Writer Michael Martone’s Leftover Water” (Normal School, Fall 2010)
One last example I’ll cite influenced  me in several ways: Michael Martone’s series of contributor’s notes, which originally appeared only in the backs of literary magazines (though he had no stories or essays up front) and later formed his book Michael Martone. All took off from the straightforward phrase: “Michael Martone was born in Fort Wayne, Indiana . . . ” They then spun into amusing tall tales to cause you to question reality and textuality. Martone says, “I think of myself as a formalist. . . . To me there are only a variety of forms and frames. My jobs are to inhabit a form and then reframe the piece. So a contributor note becomes a fiction or nonfiction and a story or essay is framed as a contributor note.”

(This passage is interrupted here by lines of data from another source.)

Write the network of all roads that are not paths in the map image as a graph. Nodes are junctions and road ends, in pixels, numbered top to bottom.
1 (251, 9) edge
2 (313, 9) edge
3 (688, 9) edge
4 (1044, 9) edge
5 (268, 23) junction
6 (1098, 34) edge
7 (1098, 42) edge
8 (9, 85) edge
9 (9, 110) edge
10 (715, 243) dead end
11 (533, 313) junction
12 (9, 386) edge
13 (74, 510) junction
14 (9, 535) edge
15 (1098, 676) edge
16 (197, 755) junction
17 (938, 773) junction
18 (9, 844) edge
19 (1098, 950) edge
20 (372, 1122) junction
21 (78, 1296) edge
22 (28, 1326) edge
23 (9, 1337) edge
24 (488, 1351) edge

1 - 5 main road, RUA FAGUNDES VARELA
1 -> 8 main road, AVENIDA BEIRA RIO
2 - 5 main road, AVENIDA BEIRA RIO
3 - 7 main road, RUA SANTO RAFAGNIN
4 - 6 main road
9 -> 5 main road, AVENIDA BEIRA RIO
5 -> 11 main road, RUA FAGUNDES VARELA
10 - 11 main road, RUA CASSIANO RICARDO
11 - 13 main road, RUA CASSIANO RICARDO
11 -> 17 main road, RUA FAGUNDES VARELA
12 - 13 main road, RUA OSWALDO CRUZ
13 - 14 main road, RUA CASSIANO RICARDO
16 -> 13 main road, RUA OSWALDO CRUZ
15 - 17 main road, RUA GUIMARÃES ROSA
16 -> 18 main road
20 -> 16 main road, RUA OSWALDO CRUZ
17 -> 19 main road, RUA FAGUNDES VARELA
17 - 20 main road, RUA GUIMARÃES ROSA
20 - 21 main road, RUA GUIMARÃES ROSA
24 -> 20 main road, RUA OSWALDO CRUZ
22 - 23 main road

One of my favorites is the one in which he admits to drinking the water left over by visiting writers, hoping, he says, to imbibe some of their literary greatness (a true story, he assures me). After Martone gave a reading at Brigham Young University, I slipped up to the podium and grabbed his unfinished Dasani bottle. Feeling again the general desire to try out a different form, and imagining the price that this water, which included the processed backwash of so many great writers, might fetch, I decided to use eBay to both sell the water and write an essay. I listed it for a week-long auction and told a lot of my friends to “Ask the Seller a Question,” which I then answered, flippantly or seriously, and posted to the auction page. The end result was a few-thousand-word essay and a $20.50 profit.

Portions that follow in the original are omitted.